2. Maybe Lütjens was still trying to avoid the combat with the British ships, following orders from the High Command. Müllenheim-Rechberg, in his book, "Battleship Bismarck, A Survivor's Story, says that he heard Captain Lindemann say: "I just won't let my ship be shot out from under my ass...... Permission to fire!"

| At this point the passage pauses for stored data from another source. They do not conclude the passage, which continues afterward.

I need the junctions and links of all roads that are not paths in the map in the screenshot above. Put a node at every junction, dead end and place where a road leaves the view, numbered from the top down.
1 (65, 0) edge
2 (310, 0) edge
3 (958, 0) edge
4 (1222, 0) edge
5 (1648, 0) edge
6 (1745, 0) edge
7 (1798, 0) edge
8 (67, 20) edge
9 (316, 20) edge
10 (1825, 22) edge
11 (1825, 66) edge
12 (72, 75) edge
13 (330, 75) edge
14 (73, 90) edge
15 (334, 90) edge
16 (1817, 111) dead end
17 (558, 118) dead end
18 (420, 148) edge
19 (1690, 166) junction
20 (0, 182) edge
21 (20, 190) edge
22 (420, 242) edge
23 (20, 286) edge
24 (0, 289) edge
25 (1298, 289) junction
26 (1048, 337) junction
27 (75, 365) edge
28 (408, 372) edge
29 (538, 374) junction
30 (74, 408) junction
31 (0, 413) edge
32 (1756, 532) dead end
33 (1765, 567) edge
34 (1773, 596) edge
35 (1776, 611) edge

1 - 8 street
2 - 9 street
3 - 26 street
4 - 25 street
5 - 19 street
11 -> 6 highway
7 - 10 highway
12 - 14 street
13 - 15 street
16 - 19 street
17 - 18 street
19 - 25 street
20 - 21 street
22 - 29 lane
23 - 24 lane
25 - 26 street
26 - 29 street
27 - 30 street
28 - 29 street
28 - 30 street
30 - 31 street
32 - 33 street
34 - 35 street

3. It has been sometimes suggested in naval circles that it was the Prinz Eugen the ship that actually scored the fatal hit on the Hood. However, the Prinz Eugen could not have been responsible for this hit because at the time the decisive hit occurred (0600 hours) the German cruiser was firing at Prince of Wales. PG had shifted fire to POW at about 0557 just after hitting Hood in the shelter deck. Moreover, although Hood’s deficiencies in terms of protection are well known, it is theoretically impossible for a 20.3 cm projectile to penetrate Hood’s armour and reach her magazines. Also keep in mind that PG was firing HE shells instead of APs. Prinz Eugen’s shells were considerably smaller than those of Bismarck, weighting only 122 kg.
- Psgr. L/4,4 (m.Hb), AP base fused, weight 122 kg, explosive charge 2.30 kg.
- Spgr. L/4,7 Bdz (m.Hb), HE base fused, weight 122 kg, explosive charge 6.54 kg.
- Spgr. L/4,7 Kz, HE nose fused, weight 122 kg, explosive charge 8.93 kg.

4. The three survivors from the Hood were Midshipman William J. Dundas, Able Seaman Robert E. Tilburn, and Signalman Edward Briggs.

5. The Prince of Wales had 13 fatal casualties that would become 14 by the following day: Leading Signalman Walter Graham Andrews, Ordinary Seaman Harold Barlow, Able Seaman Leslie Maddocks Deeds, Ordinary Seaman Edward Patrick Diamond, Midshipman Peter Tuthill Dreyer, Ordinary Seaman William John Fairbairn, Able Seaman Harry Hallam, Able Seaman Arthur Molyneaux Harper, Leading Signalman Edward James Hunt, Midshipman John Bret Ince, Signal Boy Norman Johnstone, Able Seaman Thomas Ronald Slater, Ordinary Seaman Thornton Smith, and Leading Seaman Mervyn Richard Tucker who died on 25 May 1941.

6. It seems that there was a difference in opinion between Admiral Lütjens and Captain Lindemann. The latter wanted to follow the damaged Prince of Wales and destroy it.